This enables this kind of construct in the DSL to generate a named op that is polymorphic over numeric type variables T and U, generating the correct arithmetic casts at construction time:
@tc_def_op def polymorphic_matmul(A=TensorDef(T, S.M, S.K), B=TensorDef(T, S.K, S.N), C=TensorDef(U, S.M, S.N, output=True)): implements(ContractionOpInterface) C[D.m, D.n] += cast(U, A[D.m, D.k]) * cast(U, B[D.k, D.n])
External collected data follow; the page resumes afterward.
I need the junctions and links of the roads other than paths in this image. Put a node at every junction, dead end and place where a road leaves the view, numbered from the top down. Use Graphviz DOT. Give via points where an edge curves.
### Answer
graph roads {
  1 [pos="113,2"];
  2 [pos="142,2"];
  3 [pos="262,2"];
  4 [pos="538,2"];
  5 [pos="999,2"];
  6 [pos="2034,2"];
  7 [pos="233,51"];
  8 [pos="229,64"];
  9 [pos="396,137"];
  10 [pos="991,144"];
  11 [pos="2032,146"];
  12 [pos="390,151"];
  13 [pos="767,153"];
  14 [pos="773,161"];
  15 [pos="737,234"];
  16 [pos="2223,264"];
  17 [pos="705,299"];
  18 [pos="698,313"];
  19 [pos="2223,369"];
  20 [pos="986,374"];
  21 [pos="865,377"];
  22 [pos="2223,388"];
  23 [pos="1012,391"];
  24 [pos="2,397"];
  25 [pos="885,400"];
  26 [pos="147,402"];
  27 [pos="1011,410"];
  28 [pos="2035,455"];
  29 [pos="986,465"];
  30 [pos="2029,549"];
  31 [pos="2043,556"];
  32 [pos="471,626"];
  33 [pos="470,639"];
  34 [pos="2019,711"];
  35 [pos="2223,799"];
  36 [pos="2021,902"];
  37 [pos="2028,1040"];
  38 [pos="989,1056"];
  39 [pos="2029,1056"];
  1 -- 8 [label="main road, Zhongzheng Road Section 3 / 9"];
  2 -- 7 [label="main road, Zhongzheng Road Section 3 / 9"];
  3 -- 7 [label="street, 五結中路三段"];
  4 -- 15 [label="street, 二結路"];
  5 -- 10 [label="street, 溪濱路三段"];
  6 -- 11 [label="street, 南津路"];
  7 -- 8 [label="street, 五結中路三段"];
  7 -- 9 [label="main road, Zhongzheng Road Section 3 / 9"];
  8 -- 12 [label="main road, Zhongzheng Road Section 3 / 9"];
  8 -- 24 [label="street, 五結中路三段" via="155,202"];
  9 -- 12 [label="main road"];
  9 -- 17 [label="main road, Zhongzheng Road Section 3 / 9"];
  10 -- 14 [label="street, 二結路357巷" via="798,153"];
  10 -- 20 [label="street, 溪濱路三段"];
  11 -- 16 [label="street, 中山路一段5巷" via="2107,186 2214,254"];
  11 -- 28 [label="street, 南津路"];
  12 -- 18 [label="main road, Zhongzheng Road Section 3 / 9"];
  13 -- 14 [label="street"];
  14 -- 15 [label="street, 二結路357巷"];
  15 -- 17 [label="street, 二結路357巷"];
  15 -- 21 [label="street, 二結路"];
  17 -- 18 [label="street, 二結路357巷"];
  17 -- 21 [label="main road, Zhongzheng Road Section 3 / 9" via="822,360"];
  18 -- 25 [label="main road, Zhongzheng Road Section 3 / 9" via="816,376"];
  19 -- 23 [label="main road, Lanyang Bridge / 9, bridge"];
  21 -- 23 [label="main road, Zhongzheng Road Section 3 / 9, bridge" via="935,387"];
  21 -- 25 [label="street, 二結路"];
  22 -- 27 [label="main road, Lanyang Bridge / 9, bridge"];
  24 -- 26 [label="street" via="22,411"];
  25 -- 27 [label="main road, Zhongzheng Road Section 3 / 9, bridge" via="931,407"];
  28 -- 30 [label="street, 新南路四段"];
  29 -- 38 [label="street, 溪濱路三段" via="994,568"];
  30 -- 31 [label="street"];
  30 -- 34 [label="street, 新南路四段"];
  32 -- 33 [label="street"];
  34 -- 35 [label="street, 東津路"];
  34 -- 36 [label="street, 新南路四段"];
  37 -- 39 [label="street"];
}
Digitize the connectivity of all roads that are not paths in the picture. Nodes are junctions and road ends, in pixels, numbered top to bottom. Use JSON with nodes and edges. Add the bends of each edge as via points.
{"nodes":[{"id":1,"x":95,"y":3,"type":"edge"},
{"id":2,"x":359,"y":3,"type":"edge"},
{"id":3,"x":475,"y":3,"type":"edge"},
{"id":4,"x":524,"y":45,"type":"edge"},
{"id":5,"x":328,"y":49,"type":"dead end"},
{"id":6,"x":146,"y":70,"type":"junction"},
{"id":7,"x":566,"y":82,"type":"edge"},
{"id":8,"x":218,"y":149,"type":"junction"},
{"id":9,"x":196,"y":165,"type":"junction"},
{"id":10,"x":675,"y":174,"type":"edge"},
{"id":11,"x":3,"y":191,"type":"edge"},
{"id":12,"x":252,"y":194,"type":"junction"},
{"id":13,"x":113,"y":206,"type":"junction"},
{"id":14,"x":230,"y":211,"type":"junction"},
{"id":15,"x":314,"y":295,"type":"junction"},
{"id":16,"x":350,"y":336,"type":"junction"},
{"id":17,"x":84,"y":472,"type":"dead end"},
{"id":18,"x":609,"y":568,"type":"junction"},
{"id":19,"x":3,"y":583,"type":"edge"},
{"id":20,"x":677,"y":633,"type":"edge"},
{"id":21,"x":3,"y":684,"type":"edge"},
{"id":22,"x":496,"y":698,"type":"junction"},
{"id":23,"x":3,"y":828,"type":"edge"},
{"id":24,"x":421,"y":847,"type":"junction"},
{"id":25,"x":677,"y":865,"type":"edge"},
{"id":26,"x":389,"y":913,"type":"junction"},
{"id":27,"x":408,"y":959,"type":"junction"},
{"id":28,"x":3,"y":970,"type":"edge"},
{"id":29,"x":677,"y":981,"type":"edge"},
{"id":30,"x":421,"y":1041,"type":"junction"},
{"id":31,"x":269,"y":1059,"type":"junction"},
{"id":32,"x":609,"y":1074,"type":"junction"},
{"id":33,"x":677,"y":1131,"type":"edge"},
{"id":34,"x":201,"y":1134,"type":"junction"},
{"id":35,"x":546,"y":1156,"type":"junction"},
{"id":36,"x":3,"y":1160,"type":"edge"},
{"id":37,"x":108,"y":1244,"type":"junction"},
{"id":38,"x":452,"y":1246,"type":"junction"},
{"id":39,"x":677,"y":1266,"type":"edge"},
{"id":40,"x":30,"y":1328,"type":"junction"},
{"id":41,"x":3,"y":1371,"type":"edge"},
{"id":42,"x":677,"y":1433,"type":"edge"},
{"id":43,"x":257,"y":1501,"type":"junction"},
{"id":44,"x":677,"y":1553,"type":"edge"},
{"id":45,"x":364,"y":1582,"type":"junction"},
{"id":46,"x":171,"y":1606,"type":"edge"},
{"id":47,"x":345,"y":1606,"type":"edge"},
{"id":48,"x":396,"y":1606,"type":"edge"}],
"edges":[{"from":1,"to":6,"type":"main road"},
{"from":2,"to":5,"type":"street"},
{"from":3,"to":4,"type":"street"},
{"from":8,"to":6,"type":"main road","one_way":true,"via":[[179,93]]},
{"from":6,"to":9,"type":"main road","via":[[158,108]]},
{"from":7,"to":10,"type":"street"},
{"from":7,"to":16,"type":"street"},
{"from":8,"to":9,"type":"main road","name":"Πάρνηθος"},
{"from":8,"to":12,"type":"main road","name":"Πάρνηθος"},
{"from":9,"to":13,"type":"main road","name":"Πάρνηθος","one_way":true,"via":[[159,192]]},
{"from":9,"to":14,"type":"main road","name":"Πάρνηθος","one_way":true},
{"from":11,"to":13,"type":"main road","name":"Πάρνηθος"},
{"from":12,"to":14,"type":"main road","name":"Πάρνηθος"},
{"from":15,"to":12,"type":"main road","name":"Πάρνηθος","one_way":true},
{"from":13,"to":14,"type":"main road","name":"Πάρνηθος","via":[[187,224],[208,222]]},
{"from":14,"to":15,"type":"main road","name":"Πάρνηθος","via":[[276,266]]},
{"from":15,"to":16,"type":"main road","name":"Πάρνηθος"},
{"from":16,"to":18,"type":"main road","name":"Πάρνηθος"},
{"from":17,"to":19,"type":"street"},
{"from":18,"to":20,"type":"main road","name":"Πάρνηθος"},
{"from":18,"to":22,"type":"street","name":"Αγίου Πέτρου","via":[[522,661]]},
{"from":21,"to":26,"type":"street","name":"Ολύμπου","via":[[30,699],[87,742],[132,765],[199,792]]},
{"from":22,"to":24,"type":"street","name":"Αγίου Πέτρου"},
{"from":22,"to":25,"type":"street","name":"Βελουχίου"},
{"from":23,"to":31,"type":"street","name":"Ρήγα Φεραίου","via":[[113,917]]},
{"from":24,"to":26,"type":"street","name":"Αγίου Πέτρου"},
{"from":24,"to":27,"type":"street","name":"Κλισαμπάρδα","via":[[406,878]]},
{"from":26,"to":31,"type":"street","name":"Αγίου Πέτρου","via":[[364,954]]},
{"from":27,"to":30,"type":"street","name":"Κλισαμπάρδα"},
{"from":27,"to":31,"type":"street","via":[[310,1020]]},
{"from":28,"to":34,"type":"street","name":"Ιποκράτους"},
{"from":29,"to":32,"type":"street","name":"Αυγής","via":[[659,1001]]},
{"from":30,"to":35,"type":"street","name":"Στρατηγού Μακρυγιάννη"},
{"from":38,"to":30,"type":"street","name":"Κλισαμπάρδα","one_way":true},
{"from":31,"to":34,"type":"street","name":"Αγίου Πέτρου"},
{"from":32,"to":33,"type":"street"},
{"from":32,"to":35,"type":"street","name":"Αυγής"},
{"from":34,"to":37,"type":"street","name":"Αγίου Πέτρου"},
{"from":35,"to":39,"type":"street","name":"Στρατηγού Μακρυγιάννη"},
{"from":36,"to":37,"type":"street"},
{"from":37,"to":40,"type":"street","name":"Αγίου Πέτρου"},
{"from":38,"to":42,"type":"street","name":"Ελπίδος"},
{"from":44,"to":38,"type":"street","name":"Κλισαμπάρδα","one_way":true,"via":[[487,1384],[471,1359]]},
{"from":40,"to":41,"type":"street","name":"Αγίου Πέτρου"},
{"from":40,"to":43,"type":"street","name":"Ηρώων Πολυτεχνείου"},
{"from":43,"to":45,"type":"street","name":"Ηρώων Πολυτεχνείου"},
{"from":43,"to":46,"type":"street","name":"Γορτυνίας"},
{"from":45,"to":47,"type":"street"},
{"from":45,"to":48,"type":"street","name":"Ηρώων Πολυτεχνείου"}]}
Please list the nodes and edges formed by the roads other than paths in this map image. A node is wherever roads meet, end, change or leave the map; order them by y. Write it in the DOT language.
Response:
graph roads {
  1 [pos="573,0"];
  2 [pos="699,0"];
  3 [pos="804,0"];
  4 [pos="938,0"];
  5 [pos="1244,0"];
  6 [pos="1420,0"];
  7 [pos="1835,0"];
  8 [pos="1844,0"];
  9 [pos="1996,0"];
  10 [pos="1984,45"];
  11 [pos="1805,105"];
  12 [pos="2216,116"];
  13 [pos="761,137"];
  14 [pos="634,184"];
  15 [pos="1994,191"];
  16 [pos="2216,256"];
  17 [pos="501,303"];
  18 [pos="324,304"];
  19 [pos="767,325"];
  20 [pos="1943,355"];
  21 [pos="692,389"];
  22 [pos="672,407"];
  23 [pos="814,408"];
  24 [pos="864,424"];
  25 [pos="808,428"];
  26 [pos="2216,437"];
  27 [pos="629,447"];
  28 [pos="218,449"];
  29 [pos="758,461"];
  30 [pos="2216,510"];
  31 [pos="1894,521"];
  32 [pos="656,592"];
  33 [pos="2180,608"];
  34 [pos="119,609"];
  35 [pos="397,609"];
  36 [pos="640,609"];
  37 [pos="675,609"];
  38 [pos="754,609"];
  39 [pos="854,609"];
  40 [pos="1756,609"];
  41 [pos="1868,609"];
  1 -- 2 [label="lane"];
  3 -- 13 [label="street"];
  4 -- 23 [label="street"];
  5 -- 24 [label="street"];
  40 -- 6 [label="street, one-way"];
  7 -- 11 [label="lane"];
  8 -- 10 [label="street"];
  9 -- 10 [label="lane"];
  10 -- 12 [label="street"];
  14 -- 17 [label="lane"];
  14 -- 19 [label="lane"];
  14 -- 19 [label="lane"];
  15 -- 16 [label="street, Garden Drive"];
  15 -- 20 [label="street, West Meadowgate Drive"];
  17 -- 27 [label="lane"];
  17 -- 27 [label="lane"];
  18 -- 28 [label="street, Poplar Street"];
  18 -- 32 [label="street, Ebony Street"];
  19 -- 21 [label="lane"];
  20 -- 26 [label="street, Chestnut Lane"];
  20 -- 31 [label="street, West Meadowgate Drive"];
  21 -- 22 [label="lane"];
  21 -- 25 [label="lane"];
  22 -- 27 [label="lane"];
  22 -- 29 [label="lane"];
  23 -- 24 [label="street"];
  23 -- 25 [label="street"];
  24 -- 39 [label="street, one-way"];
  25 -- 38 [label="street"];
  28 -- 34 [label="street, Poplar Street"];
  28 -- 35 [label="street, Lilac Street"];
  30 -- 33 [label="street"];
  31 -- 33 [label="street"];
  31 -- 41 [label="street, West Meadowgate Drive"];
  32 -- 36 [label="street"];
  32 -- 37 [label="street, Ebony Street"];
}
Presently, this only supports type variables that are bound to the element type of one of the arguments, although a further extension that allows binding a type variable to an attribute would allow some more expressiveness and may be useful for some formulations. This is left to a future patch. In addition, this patch does not yet materialize the verifier support which ensures that types are bound correctly (for such simple examples, failing to do so will yield IR that fails verification, it just won't yet fail with a precise error).
Note that the full grid of extensions/truncation/int<->float conversions are supported, but many of them are lossy and higher level code needs to be mindful of numerics (it is not the job of this level).
As-is, this should be sufficient for most integer matmul scenarios we work with in typical quantization schemes.
Can we generalize this to T1, T2 and create an example with e.g. i8 * i16 -> i32 ?